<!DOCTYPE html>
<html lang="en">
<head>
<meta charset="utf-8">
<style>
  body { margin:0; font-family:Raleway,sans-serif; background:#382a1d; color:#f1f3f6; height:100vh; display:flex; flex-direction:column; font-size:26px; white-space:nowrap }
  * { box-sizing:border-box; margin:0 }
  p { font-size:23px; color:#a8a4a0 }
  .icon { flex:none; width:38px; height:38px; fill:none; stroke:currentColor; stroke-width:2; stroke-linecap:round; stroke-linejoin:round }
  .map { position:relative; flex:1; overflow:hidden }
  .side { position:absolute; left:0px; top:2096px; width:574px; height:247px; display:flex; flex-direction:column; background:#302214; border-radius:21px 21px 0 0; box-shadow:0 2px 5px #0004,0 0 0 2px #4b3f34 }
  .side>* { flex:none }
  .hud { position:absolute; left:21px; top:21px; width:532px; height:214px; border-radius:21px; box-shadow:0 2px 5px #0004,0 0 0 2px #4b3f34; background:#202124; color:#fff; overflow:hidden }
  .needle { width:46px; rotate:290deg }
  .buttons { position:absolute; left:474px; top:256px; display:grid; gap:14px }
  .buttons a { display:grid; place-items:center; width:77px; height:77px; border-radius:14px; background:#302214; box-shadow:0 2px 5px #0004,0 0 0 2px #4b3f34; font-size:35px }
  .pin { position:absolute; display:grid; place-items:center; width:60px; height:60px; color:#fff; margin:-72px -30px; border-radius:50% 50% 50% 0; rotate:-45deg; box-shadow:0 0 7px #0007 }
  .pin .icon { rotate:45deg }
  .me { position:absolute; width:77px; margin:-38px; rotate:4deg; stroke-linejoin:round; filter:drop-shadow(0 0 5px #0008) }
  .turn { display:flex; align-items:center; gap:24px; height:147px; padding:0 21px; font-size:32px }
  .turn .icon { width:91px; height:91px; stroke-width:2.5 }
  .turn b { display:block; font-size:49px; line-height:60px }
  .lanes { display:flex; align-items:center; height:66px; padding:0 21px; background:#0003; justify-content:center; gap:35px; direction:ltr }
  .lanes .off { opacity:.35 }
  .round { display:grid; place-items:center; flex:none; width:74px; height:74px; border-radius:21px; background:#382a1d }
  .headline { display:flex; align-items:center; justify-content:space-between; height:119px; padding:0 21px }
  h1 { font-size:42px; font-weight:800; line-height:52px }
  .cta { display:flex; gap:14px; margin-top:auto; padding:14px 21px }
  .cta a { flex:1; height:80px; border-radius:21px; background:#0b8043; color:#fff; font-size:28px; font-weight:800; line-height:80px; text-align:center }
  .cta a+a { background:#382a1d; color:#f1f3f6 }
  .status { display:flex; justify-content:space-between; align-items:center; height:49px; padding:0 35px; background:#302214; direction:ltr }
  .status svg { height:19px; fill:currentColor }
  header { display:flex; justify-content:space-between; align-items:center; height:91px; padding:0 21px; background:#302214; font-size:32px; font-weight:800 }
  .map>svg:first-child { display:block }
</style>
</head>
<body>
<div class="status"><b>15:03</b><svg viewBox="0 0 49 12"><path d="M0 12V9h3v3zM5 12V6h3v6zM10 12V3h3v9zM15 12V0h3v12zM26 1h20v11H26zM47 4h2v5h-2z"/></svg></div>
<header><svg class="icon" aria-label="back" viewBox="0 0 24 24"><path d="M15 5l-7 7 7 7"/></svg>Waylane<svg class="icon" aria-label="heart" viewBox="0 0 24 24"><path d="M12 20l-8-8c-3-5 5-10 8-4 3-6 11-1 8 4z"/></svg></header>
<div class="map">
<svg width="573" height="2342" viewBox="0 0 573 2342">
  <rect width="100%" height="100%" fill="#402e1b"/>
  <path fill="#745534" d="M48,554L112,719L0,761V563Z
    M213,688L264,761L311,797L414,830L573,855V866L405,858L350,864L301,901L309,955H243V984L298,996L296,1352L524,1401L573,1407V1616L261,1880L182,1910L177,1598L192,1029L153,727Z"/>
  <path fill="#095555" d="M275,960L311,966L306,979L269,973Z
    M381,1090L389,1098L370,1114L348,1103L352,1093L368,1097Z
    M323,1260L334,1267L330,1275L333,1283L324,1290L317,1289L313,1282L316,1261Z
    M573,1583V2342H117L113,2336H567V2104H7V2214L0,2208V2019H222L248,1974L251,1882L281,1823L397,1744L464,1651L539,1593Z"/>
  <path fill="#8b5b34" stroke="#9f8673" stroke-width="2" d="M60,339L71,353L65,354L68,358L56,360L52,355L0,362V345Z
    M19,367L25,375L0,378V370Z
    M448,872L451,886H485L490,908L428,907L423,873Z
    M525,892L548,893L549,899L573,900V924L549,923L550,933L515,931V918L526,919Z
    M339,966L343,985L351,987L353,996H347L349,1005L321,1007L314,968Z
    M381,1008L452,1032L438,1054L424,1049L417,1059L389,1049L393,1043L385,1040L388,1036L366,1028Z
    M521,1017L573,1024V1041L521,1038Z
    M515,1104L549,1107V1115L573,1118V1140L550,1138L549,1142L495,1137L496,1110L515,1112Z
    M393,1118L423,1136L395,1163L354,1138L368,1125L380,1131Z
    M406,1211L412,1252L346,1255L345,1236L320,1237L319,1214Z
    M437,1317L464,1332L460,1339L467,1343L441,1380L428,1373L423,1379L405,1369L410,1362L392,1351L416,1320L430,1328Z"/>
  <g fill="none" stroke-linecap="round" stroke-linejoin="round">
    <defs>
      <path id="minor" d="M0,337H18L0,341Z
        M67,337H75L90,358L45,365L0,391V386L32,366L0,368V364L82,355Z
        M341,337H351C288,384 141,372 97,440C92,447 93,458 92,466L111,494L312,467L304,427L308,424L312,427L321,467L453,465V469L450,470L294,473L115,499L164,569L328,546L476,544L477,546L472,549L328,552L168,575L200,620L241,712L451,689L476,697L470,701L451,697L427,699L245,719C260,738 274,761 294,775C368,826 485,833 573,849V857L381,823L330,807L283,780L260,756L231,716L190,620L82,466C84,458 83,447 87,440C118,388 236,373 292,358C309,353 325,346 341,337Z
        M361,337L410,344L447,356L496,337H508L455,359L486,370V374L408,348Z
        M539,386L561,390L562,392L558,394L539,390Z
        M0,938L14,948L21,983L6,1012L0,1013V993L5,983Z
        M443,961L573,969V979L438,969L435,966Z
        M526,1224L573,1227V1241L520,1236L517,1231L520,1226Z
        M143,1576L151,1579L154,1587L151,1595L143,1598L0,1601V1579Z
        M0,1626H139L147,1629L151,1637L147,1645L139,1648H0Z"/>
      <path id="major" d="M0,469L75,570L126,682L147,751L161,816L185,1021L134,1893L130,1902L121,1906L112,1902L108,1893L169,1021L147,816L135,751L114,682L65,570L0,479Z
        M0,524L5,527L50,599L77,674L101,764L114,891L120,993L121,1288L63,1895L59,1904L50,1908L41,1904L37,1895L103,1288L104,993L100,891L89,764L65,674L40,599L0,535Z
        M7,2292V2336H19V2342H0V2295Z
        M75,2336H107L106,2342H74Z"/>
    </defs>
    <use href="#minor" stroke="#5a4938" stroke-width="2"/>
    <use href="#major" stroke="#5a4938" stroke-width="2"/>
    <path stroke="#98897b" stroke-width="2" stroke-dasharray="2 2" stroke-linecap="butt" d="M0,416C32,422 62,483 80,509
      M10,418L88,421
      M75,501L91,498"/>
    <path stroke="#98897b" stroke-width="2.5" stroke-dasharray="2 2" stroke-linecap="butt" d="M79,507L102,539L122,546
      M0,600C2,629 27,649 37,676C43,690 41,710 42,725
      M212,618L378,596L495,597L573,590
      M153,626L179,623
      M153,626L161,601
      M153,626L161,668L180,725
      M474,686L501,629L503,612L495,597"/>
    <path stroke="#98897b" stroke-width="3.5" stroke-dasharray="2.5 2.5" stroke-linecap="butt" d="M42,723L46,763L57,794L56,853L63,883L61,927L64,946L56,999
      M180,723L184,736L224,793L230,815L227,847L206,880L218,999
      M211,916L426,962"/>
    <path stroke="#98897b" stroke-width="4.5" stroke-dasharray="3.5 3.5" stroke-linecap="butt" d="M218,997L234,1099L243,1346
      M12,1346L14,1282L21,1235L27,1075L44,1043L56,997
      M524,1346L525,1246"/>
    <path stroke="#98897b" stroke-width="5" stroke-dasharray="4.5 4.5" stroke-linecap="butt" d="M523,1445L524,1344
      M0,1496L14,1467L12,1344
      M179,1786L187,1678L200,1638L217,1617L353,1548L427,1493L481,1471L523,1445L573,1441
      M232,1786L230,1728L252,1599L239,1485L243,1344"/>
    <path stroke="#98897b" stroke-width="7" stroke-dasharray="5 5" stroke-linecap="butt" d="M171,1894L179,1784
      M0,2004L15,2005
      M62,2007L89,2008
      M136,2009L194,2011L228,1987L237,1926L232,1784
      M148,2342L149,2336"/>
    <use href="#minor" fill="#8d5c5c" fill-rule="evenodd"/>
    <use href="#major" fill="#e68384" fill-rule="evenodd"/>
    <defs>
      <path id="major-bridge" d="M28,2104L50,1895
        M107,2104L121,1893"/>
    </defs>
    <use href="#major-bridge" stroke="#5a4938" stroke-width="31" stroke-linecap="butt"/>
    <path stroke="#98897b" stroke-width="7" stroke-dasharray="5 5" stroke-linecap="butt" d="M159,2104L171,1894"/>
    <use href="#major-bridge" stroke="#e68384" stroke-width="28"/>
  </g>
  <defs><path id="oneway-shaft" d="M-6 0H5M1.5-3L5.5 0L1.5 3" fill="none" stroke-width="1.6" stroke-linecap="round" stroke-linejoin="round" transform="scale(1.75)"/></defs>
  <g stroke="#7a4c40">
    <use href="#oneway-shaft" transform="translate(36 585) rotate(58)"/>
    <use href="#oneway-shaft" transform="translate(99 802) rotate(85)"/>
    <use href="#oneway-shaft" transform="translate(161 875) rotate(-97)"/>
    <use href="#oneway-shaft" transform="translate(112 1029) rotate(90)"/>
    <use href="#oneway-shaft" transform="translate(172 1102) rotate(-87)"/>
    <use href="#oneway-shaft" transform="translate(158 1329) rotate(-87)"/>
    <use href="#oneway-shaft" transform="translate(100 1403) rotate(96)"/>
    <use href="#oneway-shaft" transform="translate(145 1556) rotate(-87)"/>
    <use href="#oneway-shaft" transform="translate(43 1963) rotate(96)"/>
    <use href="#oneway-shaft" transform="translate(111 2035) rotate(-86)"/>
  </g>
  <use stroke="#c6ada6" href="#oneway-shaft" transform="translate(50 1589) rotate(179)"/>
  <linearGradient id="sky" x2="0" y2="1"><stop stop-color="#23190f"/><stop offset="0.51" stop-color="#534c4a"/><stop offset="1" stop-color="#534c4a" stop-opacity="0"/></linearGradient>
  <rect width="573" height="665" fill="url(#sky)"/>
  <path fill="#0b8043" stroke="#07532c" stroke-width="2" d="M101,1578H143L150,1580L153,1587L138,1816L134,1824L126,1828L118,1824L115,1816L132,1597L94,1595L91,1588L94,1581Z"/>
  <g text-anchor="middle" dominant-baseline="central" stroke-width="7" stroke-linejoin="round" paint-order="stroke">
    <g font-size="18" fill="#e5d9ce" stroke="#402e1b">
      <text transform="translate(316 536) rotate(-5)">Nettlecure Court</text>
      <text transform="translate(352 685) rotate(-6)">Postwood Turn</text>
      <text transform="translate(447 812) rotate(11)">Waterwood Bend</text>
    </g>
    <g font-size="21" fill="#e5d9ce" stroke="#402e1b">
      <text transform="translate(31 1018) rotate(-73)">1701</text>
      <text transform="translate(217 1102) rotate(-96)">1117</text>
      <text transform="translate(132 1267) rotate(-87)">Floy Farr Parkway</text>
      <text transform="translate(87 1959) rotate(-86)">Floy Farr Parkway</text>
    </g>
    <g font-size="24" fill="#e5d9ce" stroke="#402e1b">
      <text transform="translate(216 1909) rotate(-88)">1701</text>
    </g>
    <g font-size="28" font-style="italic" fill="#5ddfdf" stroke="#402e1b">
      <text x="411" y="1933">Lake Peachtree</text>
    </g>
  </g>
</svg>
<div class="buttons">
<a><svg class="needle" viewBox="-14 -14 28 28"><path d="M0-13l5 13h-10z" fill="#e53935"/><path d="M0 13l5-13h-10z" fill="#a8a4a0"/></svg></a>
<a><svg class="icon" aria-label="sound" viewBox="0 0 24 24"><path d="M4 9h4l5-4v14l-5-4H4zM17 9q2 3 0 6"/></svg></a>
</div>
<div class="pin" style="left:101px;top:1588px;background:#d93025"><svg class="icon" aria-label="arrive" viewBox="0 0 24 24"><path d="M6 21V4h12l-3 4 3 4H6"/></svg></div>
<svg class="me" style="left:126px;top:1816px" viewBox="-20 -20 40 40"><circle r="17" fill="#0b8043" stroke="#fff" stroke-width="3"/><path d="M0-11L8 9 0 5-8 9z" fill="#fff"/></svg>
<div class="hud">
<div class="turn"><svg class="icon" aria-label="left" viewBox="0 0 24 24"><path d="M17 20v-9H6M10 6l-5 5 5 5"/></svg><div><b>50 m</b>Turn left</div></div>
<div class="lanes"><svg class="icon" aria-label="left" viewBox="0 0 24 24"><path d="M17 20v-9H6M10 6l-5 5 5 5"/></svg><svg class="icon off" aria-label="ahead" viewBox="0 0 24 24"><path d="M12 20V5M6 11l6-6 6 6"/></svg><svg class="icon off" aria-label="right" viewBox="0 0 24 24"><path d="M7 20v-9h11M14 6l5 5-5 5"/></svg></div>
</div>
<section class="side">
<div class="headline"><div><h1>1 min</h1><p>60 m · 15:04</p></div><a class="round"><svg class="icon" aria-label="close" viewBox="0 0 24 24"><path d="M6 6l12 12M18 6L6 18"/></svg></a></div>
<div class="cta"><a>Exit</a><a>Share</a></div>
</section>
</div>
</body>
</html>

________________

[Exercise objective]
All lines of the records containing "justify" should be shown.

[Task output]
  .lanes { display:flex; align-items:center; height:66px; padding:0 21px; background:#0003; justify-content:center; gap:35px; direction:ltr }
  .headline { display:flex; align-items:center; justify-content:space-between; height:119px; padding:0 21px }
  .status { display:flex; justify-content:space-between; align-items:center; height:49px; padding:0 35px; background:#302214; direction:ltr }
  header { display:flex; justify-content:space-between; align-items:center; height:91px; padding:0 21px; background:#302214; font-size:32px; font-weight:800 }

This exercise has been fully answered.